= Samuel Bentley =

English printer and antiquarian

Samuel Bentley (1785–1868) was an English printer and antiquarian.

==Life==
The second son of Edward Bentley and his wife Anne Nichols, sister of John Nichols, he was born 10 May 1785; Richard Bentley the publisher was a younger brother. He was educated at St Paul's School, London, and after an apprenticeship with Nichols was taken into partnership.

In 1819 Bentley went into partnership with his brother Richard, in Dorset Street, Salisbury Square; and on the latter taking over the business of Colburn, he established the firm of Samuel and John Bentley, Wilson, & Fley, at Bangor House, Shoe Lane, John being his nephew. He visited the type-foundry of Firmin Didot in Paris.
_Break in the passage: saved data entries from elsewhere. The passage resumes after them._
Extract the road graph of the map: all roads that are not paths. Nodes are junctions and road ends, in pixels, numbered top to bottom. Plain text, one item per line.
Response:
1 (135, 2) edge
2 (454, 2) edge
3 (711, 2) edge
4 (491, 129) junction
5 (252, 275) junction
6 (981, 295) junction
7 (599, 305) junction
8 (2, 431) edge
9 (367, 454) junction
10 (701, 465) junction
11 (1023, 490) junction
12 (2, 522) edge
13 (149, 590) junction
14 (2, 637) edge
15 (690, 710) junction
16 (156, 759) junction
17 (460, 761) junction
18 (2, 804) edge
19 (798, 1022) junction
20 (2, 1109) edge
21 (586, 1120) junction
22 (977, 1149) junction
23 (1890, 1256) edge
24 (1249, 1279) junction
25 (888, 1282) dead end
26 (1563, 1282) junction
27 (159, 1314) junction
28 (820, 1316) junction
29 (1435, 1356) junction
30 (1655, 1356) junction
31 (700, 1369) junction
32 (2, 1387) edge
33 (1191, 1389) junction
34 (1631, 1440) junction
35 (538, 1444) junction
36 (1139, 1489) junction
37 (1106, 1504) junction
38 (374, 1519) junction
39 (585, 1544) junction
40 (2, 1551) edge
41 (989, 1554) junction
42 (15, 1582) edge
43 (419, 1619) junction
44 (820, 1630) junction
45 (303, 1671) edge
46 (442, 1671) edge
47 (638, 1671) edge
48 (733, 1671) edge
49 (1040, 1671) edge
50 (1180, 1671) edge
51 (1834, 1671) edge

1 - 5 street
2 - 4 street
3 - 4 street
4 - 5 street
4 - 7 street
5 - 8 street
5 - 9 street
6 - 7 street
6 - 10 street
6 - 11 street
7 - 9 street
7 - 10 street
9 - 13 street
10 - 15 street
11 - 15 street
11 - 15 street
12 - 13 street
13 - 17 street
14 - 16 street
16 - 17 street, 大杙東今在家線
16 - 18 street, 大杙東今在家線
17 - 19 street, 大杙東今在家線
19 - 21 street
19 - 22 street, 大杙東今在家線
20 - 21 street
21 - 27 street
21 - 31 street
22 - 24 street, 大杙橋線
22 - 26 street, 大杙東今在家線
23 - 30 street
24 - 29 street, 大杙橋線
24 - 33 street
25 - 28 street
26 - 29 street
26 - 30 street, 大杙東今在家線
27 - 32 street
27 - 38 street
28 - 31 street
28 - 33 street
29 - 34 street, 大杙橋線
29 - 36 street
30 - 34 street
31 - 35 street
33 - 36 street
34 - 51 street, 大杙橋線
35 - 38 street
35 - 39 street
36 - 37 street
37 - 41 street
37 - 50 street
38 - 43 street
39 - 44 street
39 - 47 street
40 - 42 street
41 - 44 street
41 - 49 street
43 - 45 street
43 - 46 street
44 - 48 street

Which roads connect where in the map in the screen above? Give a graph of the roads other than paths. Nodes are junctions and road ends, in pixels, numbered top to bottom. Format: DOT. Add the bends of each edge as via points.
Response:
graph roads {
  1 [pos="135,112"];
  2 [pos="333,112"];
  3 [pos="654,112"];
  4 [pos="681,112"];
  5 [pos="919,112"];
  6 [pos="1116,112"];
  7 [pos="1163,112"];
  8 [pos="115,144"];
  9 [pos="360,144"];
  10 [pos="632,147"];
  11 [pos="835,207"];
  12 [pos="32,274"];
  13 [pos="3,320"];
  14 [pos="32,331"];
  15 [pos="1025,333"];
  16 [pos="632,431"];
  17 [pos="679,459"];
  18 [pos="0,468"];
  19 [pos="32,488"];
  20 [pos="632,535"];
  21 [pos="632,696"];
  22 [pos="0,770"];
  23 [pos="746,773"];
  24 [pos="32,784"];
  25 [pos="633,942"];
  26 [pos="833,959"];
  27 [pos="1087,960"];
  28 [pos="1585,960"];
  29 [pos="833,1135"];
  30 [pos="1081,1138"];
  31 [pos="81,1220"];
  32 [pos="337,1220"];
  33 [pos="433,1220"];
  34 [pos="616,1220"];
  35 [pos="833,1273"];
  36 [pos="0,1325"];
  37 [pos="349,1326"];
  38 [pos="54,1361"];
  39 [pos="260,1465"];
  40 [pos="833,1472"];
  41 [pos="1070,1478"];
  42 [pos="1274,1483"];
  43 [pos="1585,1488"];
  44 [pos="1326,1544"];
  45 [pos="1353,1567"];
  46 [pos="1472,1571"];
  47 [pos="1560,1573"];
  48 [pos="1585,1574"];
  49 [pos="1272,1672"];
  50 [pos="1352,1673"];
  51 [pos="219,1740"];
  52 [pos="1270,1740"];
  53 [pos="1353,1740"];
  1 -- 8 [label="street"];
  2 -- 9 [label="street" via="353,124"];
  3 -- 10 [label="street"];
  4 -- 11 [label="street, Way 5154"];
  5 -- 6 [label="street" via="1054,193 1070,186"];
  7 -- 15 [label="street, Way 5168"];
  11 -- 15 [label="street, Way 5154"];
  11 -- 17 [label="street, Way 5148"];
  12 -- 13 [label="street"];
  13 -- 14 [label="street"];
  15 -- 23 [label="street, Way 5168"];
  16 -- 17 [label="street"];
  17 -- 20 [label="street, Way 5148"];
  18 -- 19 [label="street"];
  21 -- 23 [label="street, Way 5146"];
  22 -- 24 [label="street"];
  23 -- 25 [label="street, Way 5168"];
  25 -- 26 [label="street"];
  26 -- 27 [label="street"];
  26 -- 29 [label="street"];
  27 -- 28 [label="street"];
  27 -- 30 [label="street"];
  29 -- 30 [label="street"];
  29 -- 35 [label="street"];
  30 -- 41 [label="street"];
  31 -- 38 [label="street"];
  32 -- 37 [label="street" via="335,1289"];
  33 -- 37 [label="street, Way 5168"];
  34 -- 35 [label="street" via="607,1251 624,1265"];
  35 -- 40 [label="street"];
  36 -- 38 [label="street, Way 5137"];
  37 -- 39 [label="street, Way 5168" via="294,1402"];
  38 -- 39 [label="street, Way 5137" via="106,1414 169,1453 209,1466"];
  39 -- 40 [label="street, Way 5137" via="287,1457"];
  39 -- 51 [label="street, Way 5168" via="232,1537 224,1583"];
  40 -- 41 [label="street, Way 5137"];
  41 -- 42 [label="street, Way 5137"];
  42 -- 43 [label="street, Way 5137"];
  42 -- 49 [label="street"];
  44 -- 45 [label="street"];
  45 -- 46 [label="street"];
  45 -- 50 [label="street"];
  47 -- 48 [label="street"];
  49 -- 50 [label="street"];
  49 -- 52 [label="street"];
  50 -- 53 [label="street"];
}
With failing eyesight, Bentley gave up his business in 1853. He retired to Croydon, with his wife whom he had married in 1825.

==Works==
Bentley's major antiquarian work was the Excerpta Historica (1831), with which he had the assistance of Harris Nicolas, Sir Charles Young, Duffus Hardy, and others. He indexed the Literary Anecdotes of the Eighteenth Century by Nichols, and the History of Durham, by Robert Surtees. Other works were:

- Concio de Puero Jesu (editor, 1816), written by Erasmus at the request of John Colet. This edition is dedicated to John Sleath.
- An Abstract of Charters and other Documents contained in a Cartulary of the Abbey of St. Peter, Westminster, in the possession of S. B. (1836, for private circulation).

Bentley assisted Nicolas in preparing for publication the Scrope and Grosvenor Roll, which he read in manuscript in the Tower of London.